Zachęcam do zapoznania się w całości, wyciągam parę rzeczy, które nas mocno interesują.
Po pierwsze:
E-podręcznik nie będzie PDF-em na sterydach! Będzie to w pełni interaktywny, od początku zaplanowany jako cyfrowy, multimedialny zasób. Będzie możliwe skonwertowanie go do PDF-a, formatu ePub/mobi. Ale głównym jego celem będzie uatrakcyjnić naukę, wprowadzić inny typ kompetencji edytorskich i tworzenia treści. Kwestie społecznościowe będą ustalane na zasadzie kompromisu między wikipedią, a wielokrotnie zrecenzowanym źródłem.
Po drugie:
Podręczniki będą dostępne na licencji CC-BY. Także od strony technologicznej, platforma będzie dostępna na wolnej licencji. Będzie też przygotowane API. Także jak najbardziej będzie możliwe zainstalowanie takiego e-podręcznika na dysku sprzedawanego laptopa, czy dodać do e-dziennika, sprzedawanego w szkole.
Po trzecie:
Mam nadzieję, że zacznie się ewolucja jeśli chodzi o „przechodzenie” na e-podręczniki.

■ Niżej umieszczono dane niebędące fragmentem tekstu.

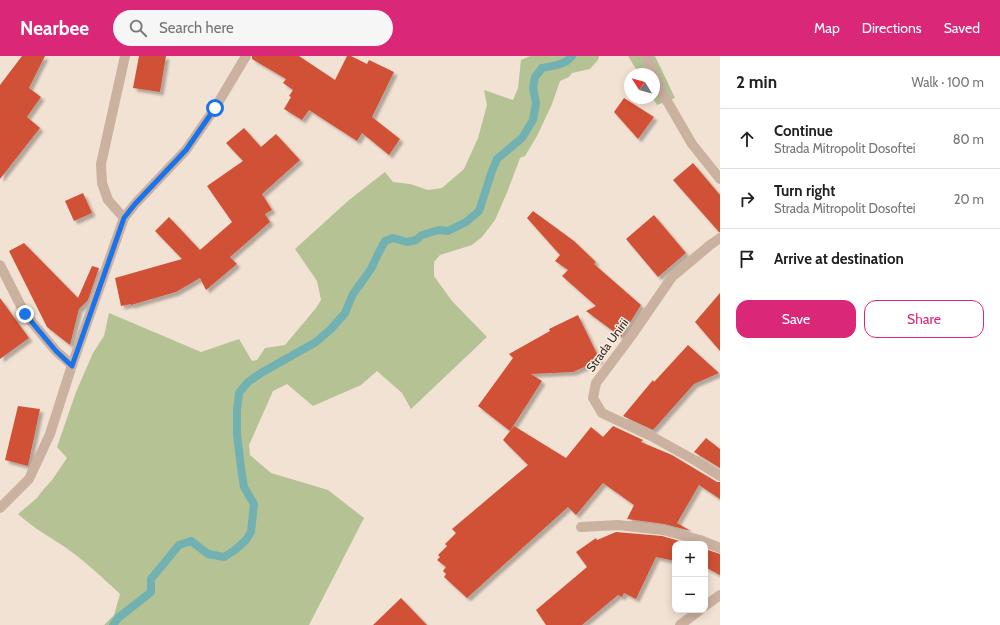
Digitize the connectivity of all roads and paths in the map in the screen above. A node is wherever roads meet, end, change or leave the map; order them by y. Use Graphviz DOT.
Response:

Podkreślam ewolucja, bo szkoła nie lubi rewolucji. A niektórzy nauczyciele mogą prowadzić świetną lekcję z wykorzystaniem kredy i tablicy. Nikomu korzystanie z e-podręczników nie będzie narzucane. Jedynie ułatwiane, poprzez dostęp do bezpłatnych treści.
[…]
Jestem przekonany, że publiczne zasoby będą współistnieć z tymi oferowanymi komercyjnie. Nie opowiadam się za żadną ze stron, bo to dyskusja o gospodarce, a nie o podręcznikach. Zależy mi tylko na możliwie wysokiej jakości produktów, które trafią na tablety, komputery i smartfony uczniów.
Są to bardzo pozytywne zapowiedzi, pozostaje czekać na ich realizację.
Jak dla mnie to epodręcznik może być nawet na glinianych lub woskowych tabliczkach, byle był poprawny merytorycznie i zrozumiały.